MATERIAL PROVIDED: Begin

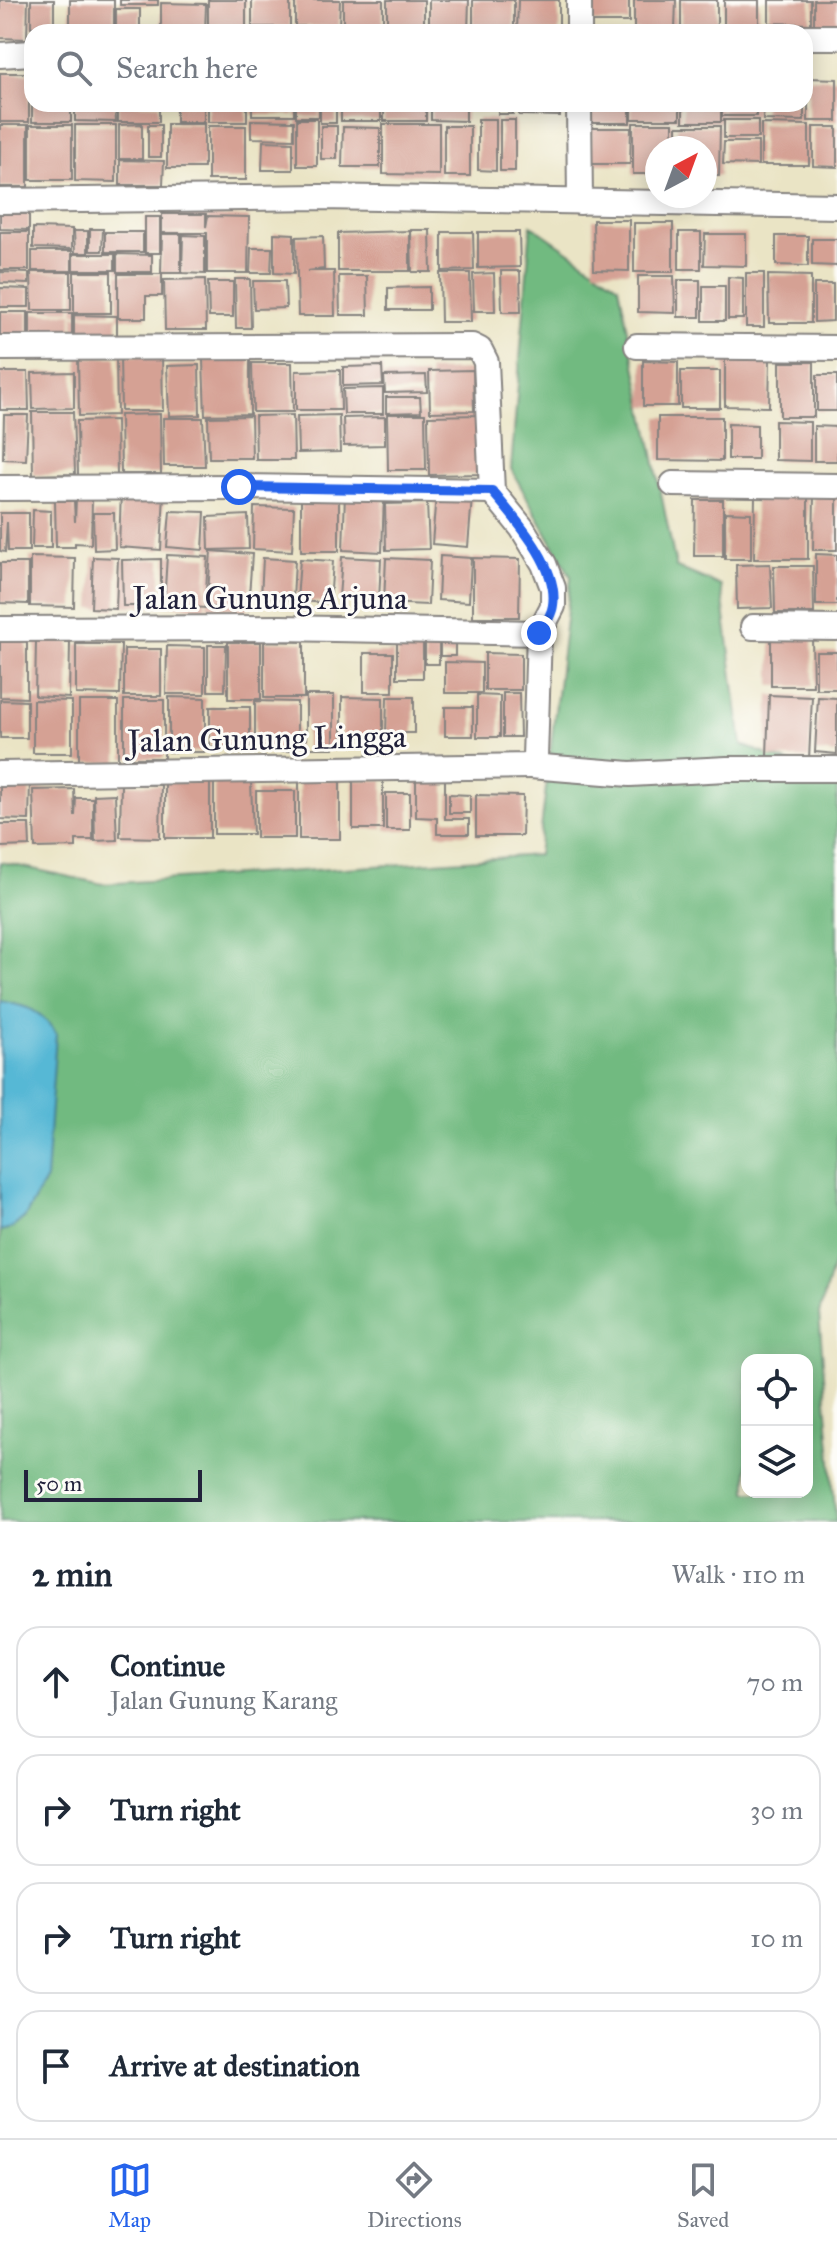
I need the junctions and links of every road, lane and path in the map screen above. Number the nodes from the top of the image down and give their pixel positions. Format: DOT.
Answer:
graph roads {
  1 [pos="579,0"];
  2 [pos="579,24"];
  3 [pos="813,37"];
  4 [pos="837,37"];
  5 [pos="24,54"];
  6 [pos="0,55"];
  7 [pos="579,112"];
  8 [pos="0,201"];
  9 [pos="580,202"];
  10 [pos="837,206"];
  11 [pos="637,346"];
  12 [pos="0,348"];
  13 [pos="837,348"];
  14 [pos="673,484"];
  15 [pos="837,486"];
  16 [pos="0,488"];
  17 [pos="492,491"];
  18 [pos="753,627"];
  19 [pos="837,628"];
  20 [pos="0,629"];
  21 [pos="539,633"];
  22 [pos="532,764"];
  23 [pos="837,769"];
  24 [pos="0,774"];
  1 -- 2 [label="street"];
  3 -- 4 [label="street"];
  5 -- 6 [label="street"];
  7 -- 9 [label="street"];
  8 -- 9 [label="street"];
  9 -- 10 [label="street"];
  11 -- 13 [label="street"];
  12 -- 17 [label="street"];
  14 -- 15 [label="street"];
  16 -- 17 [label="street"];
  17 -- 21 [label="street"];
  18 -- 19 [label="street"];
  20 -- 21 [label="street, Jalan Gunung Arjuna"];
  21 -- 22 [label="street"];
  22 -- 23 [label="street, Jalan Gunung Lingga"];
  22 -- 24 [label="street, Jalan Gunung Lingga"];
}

MATERIAL PROVIDED: End

The answer must consist of every line from the data that holds the string "Lingga".

  22 -- 23 [label="street, Jalan Gunung Lingga"];
  22 -- 24 [label="street, Jalan Gunung Lingga"];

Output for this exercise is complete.